Jacques Mesrine en 1973.
Jacques Mesrine en 1973. Photo Wikipedia

C’était la deuxième fois que Mesrine s’évadait d’une prison québécoise puisqu’il avait pris le large après sa première incarcération à Percé en 1969.

L’«Ennemi public numéro un», comme on le surnommera – c’est aussi le titre d’un long-métrage lancé en 2008 avec Vincent Cassel dans le rôle-titre –, retournera en France sans se faire prendre, mais finira ses jours criblé de balles en 1979, en pleine rue de Paris, à la suite d’une filature policière.

La une du «Journal de Montréal» au lendemain de la capture du complice de Jacques Mesrine, Jean-Paul Mercier, le 3 décembre 1972.
La une du «Journal de Montréal» au lendemain de la capture du complice de Jacques Mesrine, Jean-Paul Mercier, le 3 décembre 1972. Photo JdeM

Recherche stoppée

La récente décision du gouvernement fédéral de se départir du pénitencier de Saint-Vincent-de-Paul, à Laval, fermé depuis 1989, a rappelé à M. Normandeau des souvenirs datant de plus de 50 ans.
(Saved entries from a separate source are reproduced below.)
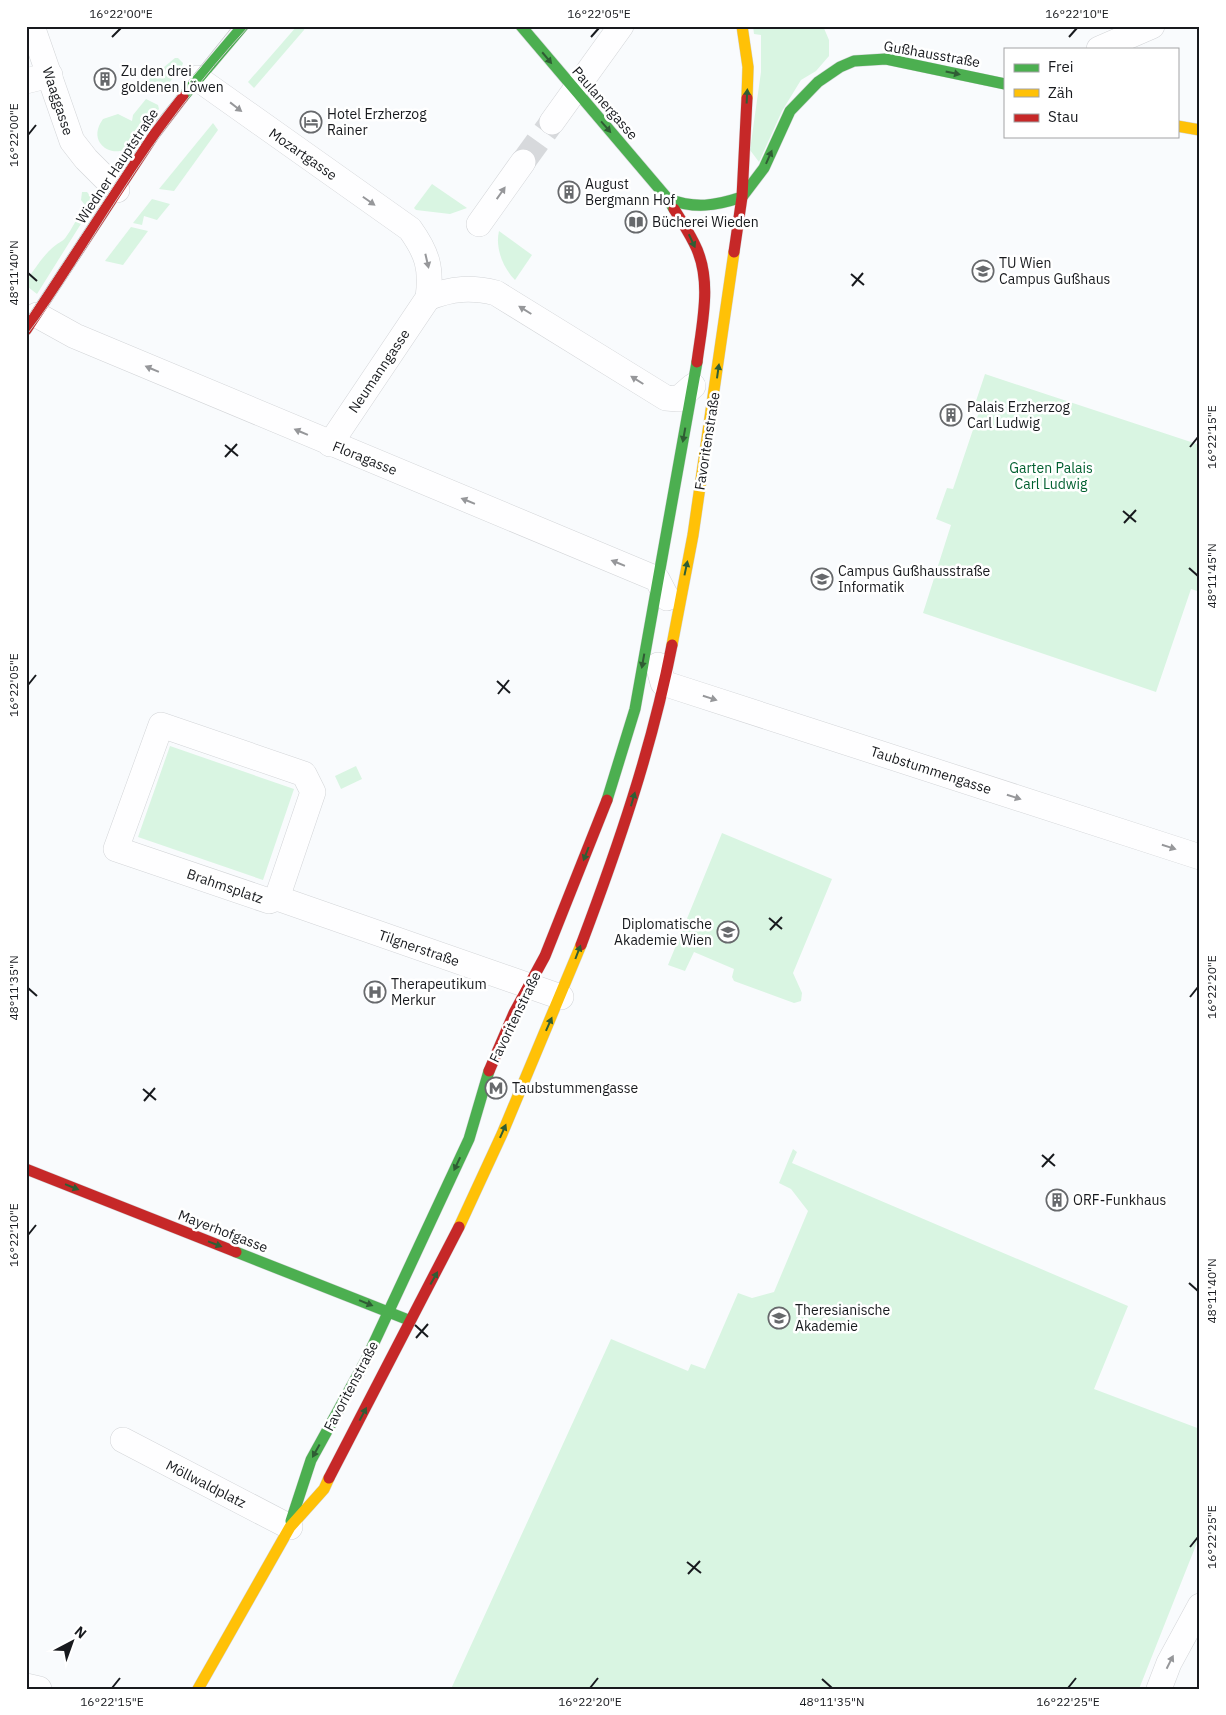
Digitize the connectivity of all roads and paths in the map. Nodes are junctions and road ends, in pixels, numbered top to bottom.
1 (32, 26) edge
2 (243, 26) edge
3 (520, 26) edge
4 (621, 26) edge
5 (742, 26) edge
6 (1152, 26) edge
7 (1101, 48) edge
8 (854, 61) joint
9 (50, 75) junction
10 (197, 78) junction
11 (26, 81) edge
12 (1004, 84) edge
13 (574, 90) junction
14 (552, 122) tunnel mouth
15 (1178, 126) edge
16 (1200, 130) edge
17 (523, 162) tunnel mouth
18 (117, 190) junction
19 (742, 197) junction
20 (668, 199) junction
21 (479, 224) dead end
22 (428, 298) junction
23 (32, 322) edge
24 (693, 386) junction
25 (330, 444) junction
26 (657, 579) junction
27 (676, 616) junction
28 (649, 632) junction
29 (663, 683) junction
30 (1200, 857) edge
31 (277, 898) junction
32 (528, 986) junction
33 (561, 997) junction
34 (26, 1169) edge
35 (388, 1312) junction
36 (410, 1320) junction
37 (123, 1440) dead end
38 (290, 1527) junction
39 (1200, 1606) edge
40 (1192, 1641) edge
41 (26, 1686) edge
42 (39, 1689) edge
43 (198, 1689) edge
44 (1159, 1689) edge

1 - 9 street, Waaggasse
2 - 10 main road, Wiedner Hauptstraße
3 -> 13 main road, Paulanergasse
4 - 13 street
19 -> 5 main road, Favoritenstraße
6 - 7 street
8 -> 12 main road, Gußhausstraße
19 -> 8 main road, Favoritenstraße
9 - 11 street
9 - 18 street, Waaggasse
10 - 18 main road, Wiedner Hauptstraße
10 -> 22 street, Mozartgasse
13 - 14 street
13 -> 20 main road, Paulanergasse
15 - 16 main road
21 -> 17 street
18 - 23 main road, Wiedner Hauptstraße
19 - 20 main road
27 -> 19 main road, Favoritenstraße
20 -> 24 main road, Favoritenstraße
24 -> 22 street
22 - 25 street, Neumanngasse
25 -> 23 street, Floragasse
24 -> 26 main road, Favoritenstraße
26 -> 25 street, Floragasse
26 - 27 street
26 - 28 main road, Favoritenstraße
27 - 29 main road, Favoritenstraße
28 - 29 street, Favoritenstraße
28 -> 32 main road, Favoritenstraße
29 -> 30 street, Taubstummengasse
33 -> 29 main road, Favoritenstraße
31 - 31 street, Brahmsplatz
31 - 32 street, Tilgnerstraße
32 - 33 street, Tilgnerstraße
32 -> 35 main road, Favoritenstraße
36 -> 33 main road, Favoritenstraße
34 -> 35 main road, Mayerhofgasse
35 - 36 main road, Mayerhofgasse
35 -> 38 main road, Favoritenstraße
38 -> 36 main road, Favoritenstraße
37 - 38 street, Möllwaldplatz
38 - 43 main road, Favoritenstraße
39 - 40 street
44 -> 40 street
41 - 42 street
Fraîchement diplômé de l’Université de Philadelphie, aux États-Unis, M. Normandeau avait obtenu l’autorisation de mener avec son équipe une recherche en milieu carcéral. L’objectif était de démontrer que même les pires récidivistes pouvaient aspirer à la réhabilitation dans des prisons plus humaines.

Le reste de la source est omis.